__Problem statement__:
Lines holding the string "Viale": copy each one from the listing below.

____ Data provided

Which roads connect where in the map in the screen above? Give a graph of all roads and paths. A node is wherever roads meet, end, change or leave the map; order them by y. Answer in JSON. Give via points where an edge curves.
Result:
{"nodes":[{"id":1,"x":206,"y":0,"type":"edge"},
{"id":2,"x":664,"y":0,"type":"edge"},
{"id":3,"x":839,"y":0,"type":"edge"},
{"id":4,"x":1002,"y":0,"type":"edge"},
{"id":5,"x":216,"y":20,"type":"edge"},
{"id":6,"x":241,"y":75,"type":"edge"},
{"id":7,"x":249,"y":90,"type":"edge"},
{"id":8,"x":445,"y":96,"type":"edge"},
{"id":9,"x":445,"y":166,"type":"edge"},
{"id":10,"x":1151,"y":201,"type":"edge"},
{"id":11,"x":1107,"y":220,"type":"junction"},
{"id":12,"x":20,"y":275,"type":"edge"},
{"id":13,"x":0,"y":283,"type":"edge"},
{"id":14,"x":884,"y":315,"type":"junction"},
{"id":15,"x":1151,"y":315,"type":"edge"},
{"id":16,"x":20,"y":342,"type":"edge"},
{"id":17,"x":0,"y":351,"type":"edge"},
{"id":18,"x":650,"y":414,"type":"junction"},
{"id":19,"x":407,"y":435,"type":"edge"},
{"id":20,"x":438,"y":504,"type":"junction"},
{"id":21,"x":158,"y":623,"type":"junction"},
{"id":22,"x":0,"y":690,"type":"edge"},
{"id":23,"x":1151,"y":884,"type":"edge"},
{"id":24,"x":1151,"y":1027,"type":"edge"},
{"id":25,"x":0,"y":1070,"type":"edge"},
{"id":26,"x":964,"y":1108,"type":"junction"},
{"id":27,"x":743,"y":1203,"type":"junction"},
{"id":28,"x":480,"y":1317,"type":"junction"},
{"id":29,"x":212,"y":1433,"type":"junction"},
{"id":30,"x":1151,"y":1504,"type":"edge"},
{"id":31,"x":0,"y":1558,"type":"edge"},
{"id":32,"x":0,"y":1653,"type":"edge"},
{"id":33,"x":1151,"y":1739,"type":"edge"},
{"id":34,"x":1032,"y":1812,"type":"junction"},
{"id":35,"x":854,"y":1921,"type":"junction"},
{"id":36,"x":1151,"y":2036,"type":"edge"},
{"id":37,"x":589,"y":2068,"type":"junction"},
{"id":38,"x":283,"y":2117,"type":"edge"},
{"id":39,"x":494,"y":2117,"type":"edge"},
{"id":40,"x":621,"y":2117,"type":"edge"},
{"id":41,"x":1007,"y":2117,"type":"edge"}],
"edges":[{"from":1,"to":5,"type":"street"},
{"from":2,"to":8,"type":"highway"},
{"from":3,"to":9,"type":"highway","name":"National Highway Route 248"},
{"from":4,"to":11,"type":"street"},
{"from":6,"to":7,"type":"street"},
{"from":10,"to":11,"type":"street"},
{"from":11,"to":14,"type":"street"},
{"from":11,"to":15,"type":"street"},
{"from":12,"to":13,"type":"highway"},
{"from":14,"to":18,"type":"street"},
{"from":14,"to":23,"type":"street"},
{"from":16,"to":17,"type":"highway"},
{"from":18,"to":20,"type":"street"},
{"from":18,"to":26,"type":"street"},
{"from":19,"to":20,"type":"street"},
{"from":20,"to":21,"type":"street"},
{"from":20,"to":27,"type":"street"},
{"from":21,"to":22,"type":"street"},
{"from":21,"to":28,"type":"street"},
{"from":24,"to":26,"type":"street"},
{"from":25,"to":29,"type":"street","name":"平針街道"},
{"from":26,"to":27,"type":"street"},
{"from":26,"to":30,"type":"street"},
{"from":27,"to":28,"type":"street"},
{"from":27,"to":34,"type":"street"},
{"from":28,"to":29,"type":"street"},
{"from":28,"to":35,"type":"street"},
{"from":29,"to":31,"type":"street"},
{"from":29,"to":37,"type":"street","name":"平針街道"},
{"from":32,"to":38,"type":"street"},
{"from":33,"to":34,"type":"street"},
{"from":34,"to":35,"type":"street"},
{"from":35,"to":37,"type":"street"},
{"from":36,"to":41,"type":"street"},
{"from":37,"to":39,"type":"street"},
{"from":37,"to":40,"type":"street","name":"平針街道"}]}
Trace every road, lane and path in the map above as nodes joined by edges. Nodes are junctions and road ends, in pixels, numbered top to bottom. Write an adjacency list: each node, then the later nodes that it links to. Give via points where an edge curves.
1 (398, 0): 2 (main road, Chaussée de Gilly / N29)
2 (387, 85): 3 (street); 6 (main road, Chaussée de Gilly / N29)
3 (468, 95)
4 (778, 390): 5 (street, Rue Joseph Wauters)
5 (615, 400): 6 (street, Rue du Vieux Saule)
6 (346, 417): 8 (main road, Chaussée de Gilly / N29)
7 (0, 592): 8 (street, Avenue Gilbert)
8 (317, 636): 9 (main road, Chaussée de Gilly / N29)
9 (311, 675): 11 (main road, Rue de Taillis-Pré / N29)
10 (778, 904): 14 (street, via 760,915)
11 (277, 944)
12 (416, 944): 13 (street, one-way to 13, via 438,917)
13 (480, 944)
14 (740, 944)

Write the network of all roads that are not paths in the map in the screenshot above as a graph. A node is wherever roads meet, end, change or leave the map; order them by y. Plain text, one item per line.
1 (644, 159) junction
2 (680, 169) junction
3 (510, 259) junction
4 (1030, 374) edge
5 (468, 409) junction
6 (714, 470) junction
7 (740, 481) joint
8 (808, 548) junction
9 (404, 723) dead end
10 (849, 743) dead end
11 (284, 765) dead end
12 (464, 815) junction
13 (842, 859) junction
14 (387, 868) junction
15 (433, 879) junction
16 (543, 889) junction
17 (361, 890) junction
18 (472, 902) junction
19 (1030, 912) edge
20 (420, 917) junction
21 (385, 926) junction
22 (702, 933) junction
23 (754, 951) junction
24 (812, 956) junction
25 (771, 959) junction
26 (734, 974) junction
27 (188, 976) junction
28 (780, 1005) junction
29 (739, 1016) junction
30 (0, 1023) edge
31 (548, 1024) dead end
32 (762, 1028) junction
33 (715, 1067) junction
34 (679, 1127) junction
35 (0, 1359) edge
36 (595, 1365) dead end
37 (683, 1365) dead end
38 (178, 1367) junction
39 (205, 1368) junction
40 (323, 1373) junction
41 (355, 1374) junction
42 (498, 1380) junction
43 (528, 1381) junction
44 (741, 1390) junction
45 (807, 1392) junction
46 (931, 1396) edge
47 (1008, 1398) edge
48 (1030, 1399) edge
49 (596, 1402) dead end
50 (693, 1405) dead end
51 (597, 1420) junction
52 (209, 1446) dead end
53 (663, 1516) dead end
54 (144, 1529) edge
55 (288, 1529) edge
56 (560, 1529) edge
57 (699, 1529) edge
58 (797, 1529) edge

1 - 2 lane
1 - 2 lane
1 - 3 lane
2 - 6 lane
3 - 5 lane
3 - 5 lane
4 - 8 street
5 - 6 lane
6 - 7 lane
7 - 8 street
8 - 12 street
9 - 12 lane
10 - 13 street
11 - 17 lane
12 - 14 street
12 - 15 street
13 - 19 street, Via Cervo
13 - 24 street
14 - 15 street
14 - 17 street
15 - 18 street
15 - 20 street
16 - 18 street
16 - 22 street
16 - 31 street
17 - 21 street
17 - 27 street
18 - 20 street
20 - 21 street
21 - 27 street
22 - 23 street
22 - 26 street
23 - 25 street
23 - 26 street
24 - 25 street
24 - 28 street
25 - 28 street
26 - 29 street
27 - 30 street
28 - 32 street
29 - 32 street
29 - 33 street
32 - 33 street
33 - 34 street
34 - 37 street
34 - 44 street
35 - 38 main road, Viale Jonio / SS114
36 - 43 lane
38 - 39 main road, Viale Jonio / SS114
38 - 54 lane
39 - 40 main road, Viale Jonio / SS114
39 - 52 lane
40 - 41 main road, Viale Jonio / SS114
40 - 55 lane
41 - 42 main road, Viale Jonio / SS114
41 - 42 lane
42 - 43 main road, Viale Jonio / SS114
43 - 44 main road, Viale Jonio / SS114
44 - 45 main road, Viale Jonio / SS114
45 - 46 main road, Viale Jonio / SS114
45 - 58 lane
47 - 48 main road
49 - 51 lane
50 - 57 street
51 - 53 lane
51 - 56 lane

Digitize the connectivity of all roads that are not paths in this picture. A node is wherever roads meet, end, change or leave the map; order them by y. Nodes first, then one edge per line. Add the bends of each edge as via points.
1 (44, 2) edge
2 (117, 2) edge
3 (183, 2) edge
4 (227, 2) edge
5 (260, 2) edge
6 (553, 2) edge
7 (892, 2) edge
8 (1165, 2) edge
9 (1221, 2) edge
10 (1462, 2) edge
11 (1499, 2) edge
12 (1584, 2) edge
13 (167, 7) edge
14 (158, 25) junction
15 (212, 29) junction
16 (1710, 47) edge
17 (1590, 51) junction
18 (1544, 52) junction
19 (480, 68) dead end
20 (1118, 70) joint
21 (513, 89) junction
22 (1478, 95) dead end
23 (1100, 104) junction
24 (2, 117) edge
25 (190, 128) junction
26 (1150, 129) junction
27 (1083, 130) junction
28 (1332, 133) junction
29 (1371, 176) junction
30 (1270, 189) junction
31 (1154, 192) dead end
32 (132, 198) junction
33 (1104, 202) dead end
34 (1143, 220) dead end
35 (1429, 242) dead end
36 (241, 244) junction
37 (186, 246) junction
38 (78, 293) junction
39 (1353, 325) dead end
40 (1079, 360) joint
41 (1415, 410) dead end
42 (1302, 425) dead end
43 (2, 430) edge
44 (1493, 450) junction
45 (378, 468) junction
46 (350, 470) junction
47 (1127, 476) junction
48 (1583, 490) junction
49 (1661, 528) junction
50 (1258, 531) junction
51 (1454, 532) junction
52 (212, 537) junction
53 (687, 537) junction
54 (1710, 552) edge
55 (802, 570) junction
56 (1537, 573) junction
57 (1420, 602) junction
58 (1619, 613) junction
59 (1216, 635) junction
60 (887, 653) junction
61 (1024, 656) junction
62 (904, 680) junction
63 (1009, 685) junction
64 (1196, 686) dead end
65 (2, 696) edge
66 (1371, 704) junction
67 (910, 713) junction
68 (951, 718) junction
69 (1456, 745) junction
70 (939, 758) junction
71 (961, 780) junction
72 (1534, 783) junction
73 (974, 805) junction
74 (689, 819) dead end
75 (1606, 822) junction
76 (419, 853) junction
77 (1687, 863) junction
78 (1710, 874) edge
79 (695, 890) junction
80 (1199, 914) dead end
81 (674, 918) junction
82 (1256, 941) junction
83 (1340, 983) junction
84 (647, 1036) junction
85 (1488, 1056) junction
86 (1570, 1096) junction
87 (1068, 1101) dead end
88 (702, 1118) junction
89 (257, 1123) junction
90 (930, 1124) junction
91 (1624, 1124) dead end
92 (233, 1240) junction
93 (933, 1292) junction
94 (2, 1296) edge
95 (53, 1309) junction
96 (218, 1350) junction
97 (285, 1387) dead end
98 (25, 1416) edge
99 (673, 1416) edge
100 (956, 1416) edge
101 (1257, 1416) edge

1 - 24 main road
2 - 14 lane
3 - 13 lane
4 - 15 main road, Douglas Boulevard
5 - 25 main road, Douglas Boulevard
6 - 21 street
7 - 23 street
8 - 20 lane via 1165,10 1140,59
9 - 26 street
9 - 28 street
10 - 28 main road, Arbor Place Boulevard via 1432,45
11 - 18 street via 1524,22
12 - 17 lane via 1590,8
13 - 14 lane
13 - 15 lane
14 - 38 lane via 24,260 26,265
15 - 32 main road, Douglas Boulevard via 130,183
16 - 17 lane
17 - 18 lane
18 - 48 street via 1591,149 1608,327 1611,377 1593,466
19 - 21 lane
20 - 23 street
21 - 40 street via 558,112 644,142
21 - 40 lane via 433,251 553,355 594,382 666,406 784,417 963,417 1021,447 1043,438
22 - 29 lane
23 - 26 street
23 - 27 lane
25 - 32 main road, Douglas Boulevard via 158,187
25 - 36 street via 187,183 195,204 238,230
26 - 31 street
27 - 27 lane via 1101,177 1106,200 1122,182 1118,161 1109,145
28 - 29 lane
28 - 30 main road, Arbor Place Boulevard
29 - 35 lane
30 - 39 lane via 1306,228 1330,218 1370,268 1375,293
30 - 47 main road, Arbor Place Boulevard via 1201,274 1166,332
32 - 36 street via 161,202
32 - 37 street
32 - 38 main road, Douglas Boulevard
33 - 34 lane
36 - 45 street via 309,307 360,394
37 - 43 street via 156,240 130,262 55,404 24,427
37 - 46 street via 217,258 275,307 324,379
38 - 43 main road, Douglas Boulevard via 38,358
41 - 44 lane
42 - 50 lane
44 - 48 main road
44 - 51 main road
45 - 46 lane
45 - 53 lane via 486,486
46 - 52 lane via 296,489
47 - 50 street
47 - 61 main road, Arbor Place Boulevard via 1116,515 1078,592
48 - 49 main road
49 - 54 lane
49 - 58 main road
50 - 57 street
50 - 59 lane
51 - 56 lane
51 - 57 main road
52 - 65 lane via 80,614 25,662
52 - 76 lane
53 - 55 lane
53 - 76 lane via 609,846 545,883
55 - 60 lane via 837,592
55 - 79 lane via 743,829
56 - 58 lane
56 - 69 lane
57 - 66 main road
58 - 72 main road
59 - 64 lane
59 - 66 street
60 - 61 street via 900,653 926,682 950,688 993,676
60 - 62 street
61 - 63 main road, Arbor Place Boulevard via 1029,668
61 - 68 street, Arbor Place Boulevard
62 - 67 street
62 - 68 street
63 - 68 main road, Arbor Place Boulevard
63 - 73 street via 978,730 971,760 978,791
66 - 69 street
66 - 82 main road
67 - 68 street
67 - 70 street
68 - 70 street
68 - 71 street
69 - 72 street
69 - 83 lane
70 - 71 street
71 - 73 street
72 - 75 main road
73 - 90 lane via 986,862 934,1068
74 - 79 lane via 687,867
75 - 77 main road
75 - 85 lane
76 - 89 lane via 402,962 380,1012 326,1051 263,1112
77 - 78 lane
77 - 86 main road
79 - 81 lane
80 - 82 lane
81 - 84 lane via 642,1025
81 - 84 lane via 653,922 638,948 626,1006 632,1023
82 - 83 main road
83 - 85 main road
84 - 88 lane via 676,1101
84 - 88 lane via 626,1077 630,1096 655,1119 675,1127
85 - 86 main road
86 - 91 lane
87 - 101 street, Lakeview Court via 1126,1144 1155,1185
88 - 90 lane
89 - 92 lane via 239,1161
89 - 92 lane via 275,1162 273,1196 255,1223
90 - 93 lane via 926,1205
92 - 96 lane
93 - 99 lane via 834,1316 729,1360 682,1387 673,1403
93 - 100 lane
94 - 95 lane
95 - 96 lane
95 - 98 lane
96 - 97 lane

________

__Solved problem__:
35 - 38 main road, Viale Jonio / SS114
38 - 39 main road, Viale Jonio / SS114
39 - 40 main road, Viale Jonio / SS114
40 - 41 main road, Viale Jonio / SS114
41 - 42 main road, Viale Jonio / SS114
42 - 43 main road, Viale Jonio / SS114
43 - 44 main road, Viale Jonio / SS114
44 - 45 main road, Viale Jonio / SS114
45 - 46 main road, Viale Jonio / SS114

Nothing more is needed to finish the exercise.